Skip to main content

Small customizable multiprocessing multi-proxy crawler.

Project description

travis sonar_quality sonar_maintainability sonar_coverage Maintainability pip

A small crawler that uses multiprocessing and arbitrarily many proxies to download one or more websites following a given filter, search and save functions.

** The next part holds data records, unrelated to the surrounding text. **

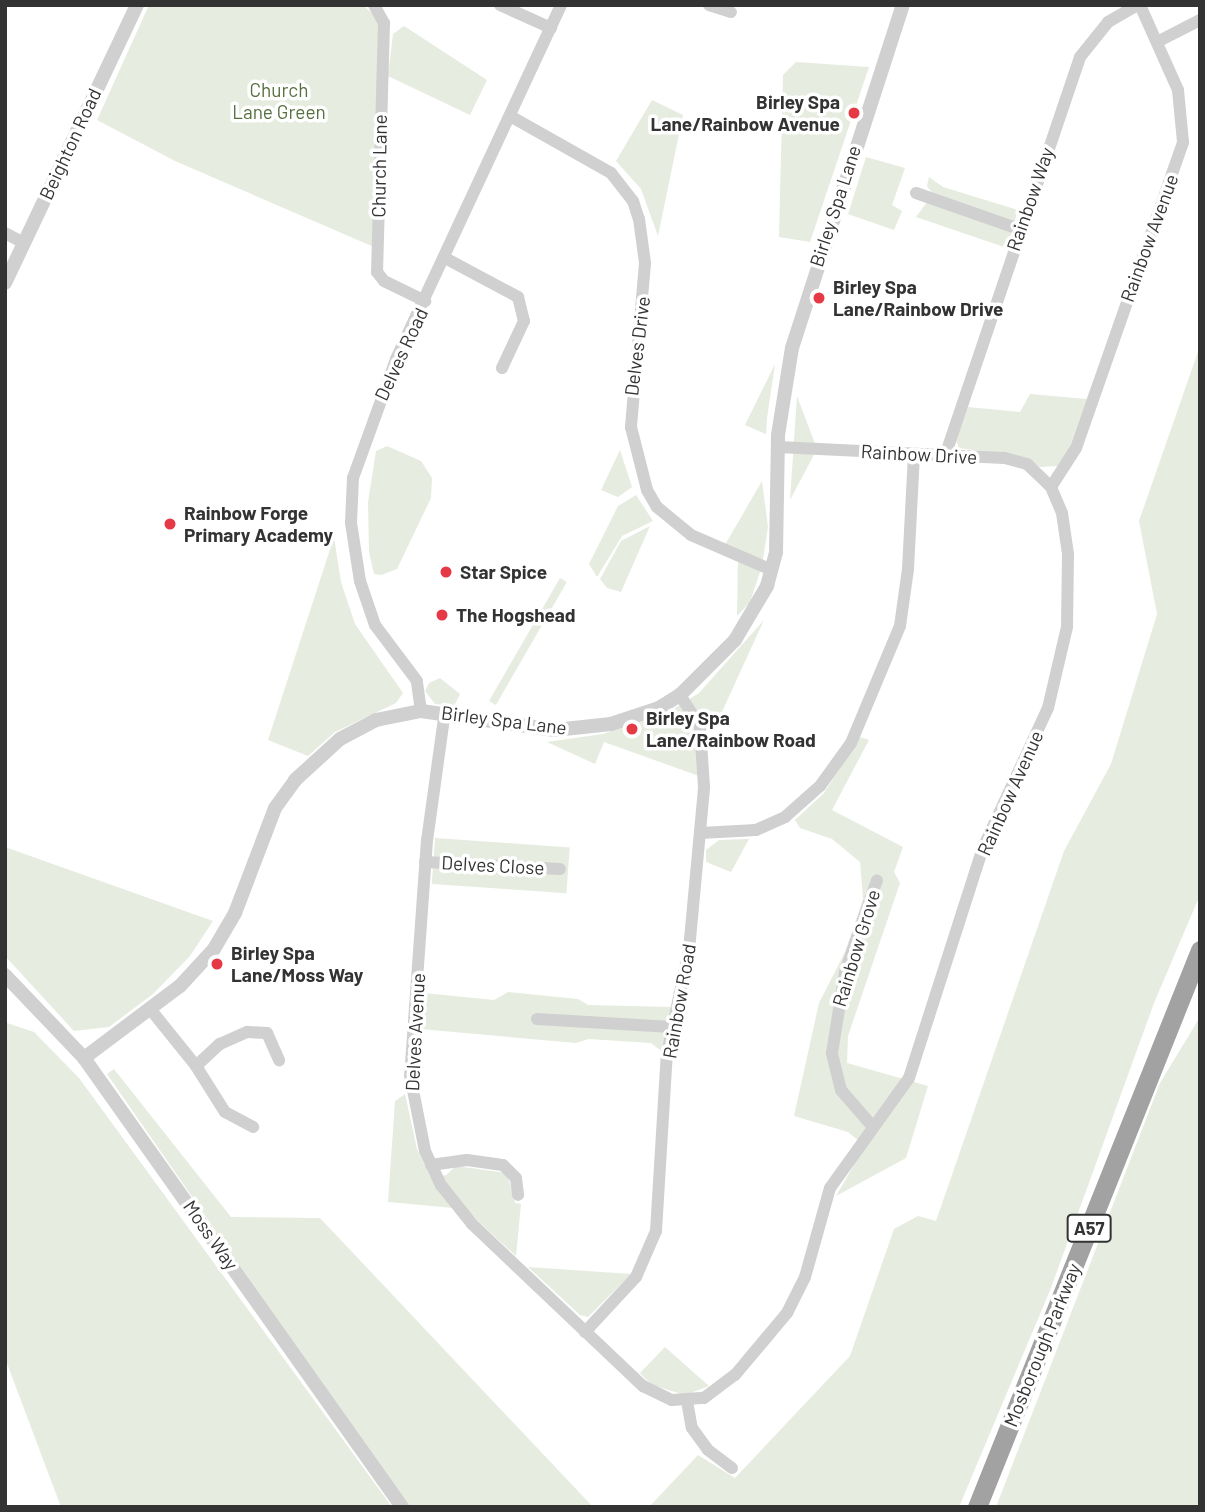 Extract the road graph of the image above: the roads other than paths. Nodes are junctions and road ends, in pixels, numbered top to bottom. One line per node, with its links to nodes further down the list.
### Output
1 (137, 5): 16 (street, Beighton Road)
2 (374, 5): 19 (street, Church Lane)
3 (500, 5): 10 (street)
4 (561, 5): 10 (street, Delves Road)
5 (709, 5): 8 (street)
6 (903, 5): 21 (street, Birley Spa Lane)
7 (1139, 5): 11 (street, Rainbow Avenue); 14 (street, Rainbow Way)
8 (731, 12)
9 (1200, 20): 11 (street)
10 (551, 28): 12 (street, Delves Road)
11 (1157, 42): 24 (street, Rainbow Avenue)
12 (510, 116): 17 (street, Delves Road); 25 (street, Delves Drive)
13 (916, 193): 14 (street)
14 (1018, 229): 23 (street, Rainbow Way)
15 (5, 233): 16 (street)
16 (24, 243): 18 (street, Beighton Road)
17 (445, 258): 19 (street, Delves Road); 20 (street)
18 (5, 283)
19 (425, 301): 27 (street, Delves Road)
20 (502, 368)
21 (778, 447): 22 (street, Rainbow Drive); 25 (street, Birley Spa Lane)
22 (914, 456): 23 (street, Rainbow Drive); 29 (street)
23 (945, 456): 24 (street, Rainbow Drive)
24 (1051, 487): 42 (street, Rainbow Avenue)
25 (772, 570): 26 (street, Birley Spa Lane)
26 (681, 695): 28 (street, Birley Spa Lane); 29 (street, Rainbow Road)
27 (421, 711): 28 (street, Birley Spa Lane); 35 (street, Birley Spa Lane)
28 (445, 711): 30 (street, Delves Avenue)
29 (701, 833): 37 (street, Rainbow Road)
30 (425, 862): 31 (street, Delves Close); 43 (street, Delves Avenue)
31 (560, 869)
32 (877, 880): 42 (street, Rainbow Grove)
33 (1200, 950): 49 (highway, Mosborough Parkway / A57)
34 (7, 982): 38 (street, Moss Way)
35 (151, 1010): 38 (street, Birley Spa Lane); 40 (street)
36 (537, 1019): 37 (street)
37 (672, 1027): 45 (street, Rainbow Road)
38 (85, 1058): 48 (street, Moss Way)
39 (279, 1060): 40 (street)
40 (196, 1066): 41 (street)
41 (253, 1127)
42 (873, 1127): 46 (street, Rainbow Avenue)
43 (430, 1165): 44 (street); 45 (street, Delves Avenue)
44 (518, 1195)
45 (585, 1332): 46 (street)
46 (687, 1401): 47 (street)
47 (732, 1468)
48 (402, 1507)
49 (978, 1507) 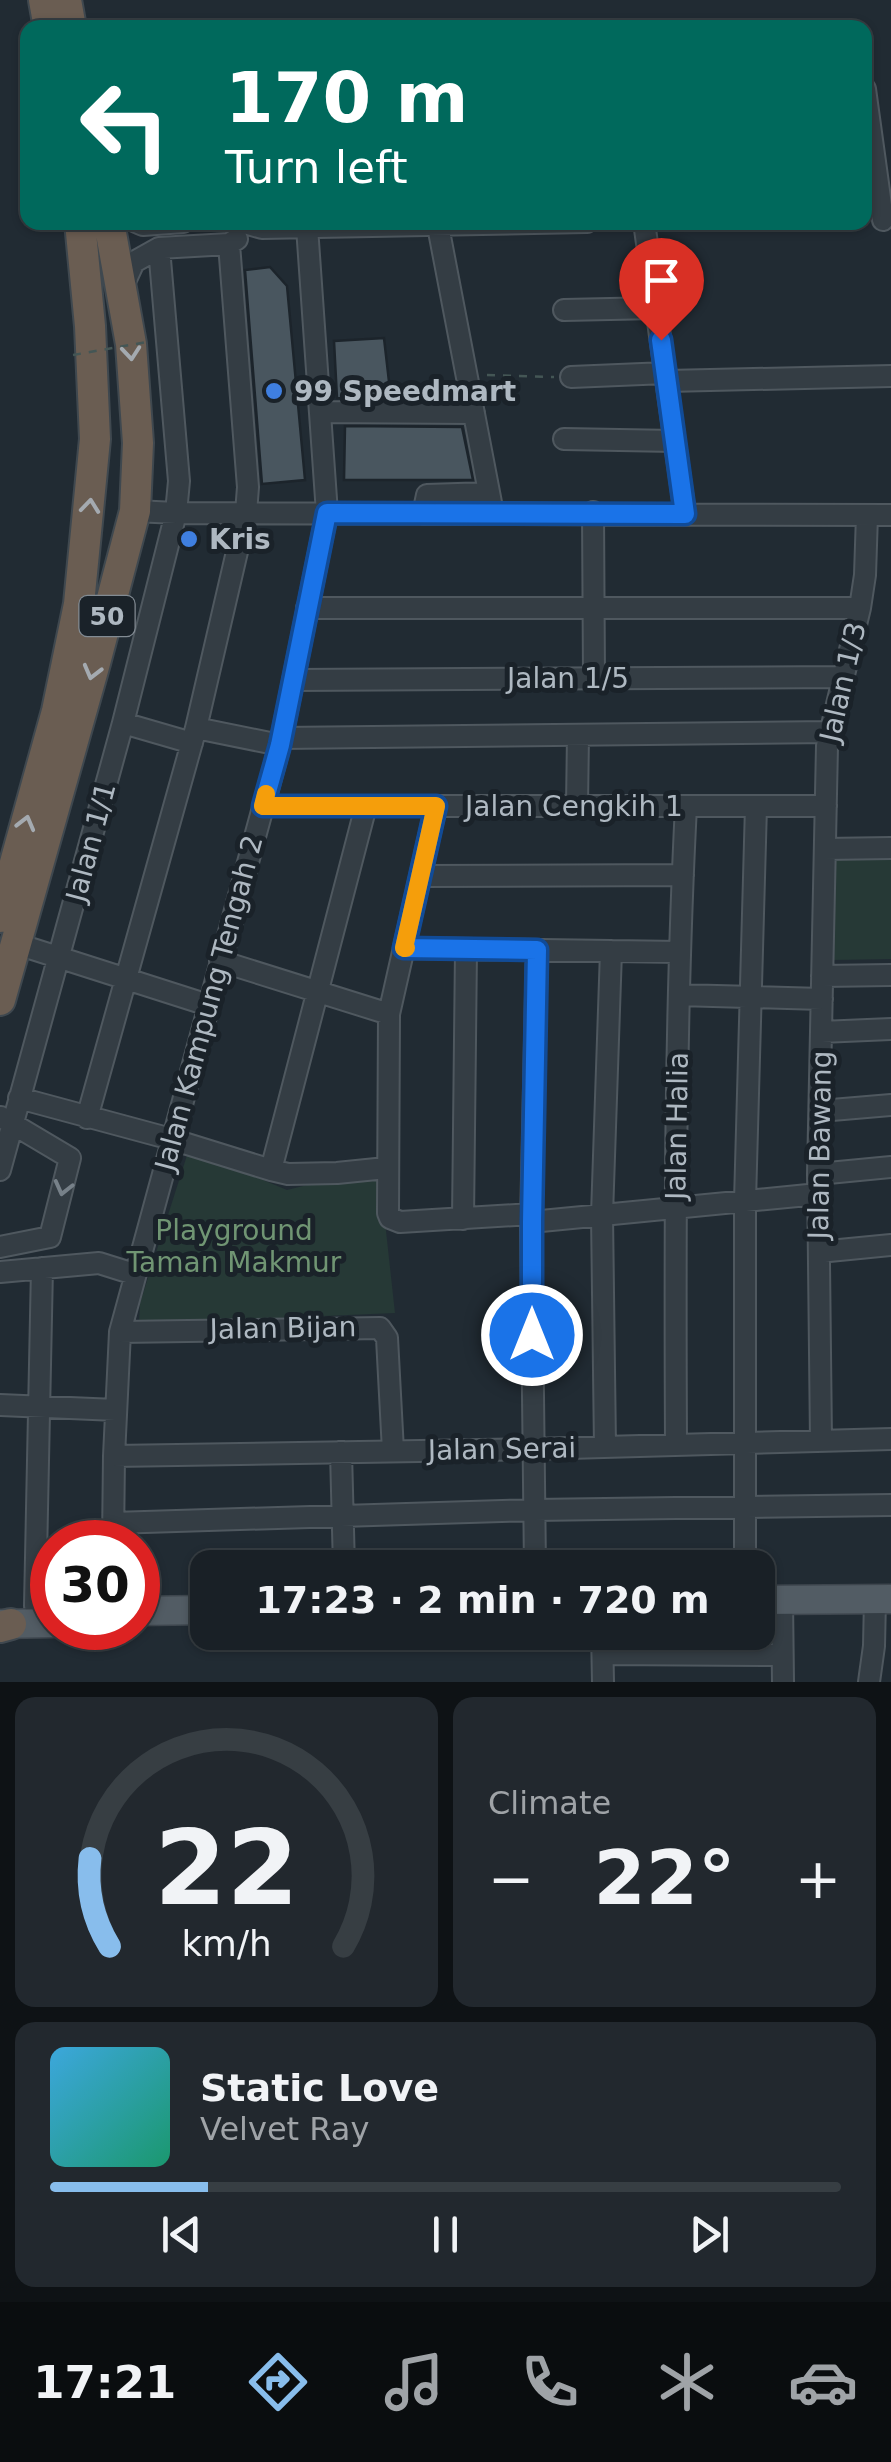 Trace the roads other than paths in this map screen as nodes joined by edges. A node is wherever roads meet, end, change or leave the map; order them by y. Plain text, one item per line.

REMEMBER THAT DDOS IS ILLEGAL. DO NOT THIS SOFTWARE FOR ILLEGAL PORPOSES.

Installing TinyCrawler

pip install tinycrawler

Usage example

from tinycrawler import TinyCrawler
from bs4 import BeautifulSoup


def url_validator(url):
    if "http://www.example.com/my/path" not in url:
        return False

    return True


def file_parser(url, text, logger):
    return None
    soup = BeautifulSoup(text, 'lxml')

    example = soup.find("div", {"class": "example"})
    if example is None:
        return None

    return example.get_text()


my_crawler = TinyCrawler(
    seed="http://www.example.com/my/path/index.html"
)

my_crawler.load_proxies("path/to/my/proxies.json")
my_crawler.set_url_validator(url_validator)
my_crawler.set_file_parser(file_parser)

my_crawler.run("http://www.example.com/my/path/index.html")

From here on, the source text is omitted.